- **PROBLEM STATEMENT**: The reply should return the data in full, exactly as written.

- **SUPPLIED DATA**:

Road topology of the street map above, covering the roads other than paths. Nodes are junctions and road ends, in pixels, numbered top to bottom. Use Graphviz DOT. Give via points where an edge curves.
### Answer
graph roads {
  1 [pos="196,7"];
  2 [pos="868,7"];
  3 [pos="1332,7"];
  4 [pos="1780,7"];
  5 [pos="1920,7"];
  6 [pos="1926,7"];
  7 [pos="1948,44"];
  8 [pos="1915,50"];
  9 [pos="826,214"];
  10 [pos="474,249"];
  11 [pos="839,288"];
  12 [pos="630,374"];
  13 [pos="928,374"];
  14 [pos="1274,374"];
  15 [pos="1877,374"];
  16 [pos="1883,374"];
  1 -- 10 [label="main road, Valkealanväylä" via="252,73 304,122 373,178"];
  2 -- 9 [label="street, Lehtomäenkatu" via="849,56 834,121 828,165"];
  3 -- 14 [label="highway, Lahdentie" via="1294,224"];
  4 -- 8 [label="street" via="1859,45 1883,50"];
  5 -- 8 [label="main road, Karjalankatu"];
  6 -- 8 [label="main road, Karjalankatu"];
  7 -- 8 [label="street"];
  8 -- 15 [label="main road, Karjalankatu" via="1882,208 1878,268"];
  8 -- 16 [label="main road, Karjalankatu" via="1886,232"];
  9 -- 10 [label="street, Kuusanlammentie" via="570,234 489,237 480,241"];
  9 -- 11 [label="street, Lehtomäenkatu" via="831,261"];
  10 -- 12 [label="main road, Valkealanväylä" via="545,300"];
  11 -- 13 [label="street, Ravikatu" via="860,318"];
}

- **REPLY**:
Road topology of the street map above, covering the roads other than paths. Nodes are junctions and road ends, in pixels, numbered top to bottom. Use Graphviz DOT. Give via points where an edge curves.
### Answer
graph roads {
  1 [pos="196,7"];
  2 [pos="868,7"];
  3 [pos="1332,7"];
  4 [pos="1780,7"];
  5 [pos="1920,7"];
  6 [pos="1926,7"];
  7 [pos="1948,44"];
  8 [pos="1915,50"];
  9 [pos="826,214"];
  10 [pos="474,249"];
  11 [pos="839,288"];
  12 [pos="630,374"];
  13 [pos="928,374"];
  14 [pos="1274,374"];
  15 [pos="1877,374"];
  16 [pos="1883,374"];
  1 -- 10 [label="main road, Valkealanväylä" via="252,73 304,122 373,178"];
  2 -- 9 [label="street, Lehtomäenkatu" via="849,56 834,121 828,165"];
  3 -- 14 [label="highway, Lahdentie" via="1294,224"];
  4 -- 8 [label="street" via="1859,45 1883,50"];
  5 -- 8 [label="main road, Karjalankatu"];
  6 -- 8 [label="main road, Karjalankatu"];
  7 -- 8 [label="street"];
  8 -- 15 [label="main road, Karjalankatu" via="1882,208 1878,268"];
  8 -- 16 [label="main road, Karjalankatu" via="1886,232"];
  9 -- 10 [label="street, Kuusanlammentie" via="570,234 489,237 480,241"];
  9 -- 11 [label="street, Lehtomäenkatu" via="831,261"];
  10 -- 12 [label="main road, Valkealanväylä" via="545,300"];
  11 -- 13 [label="street, Ravikatu" via="860,318"];
}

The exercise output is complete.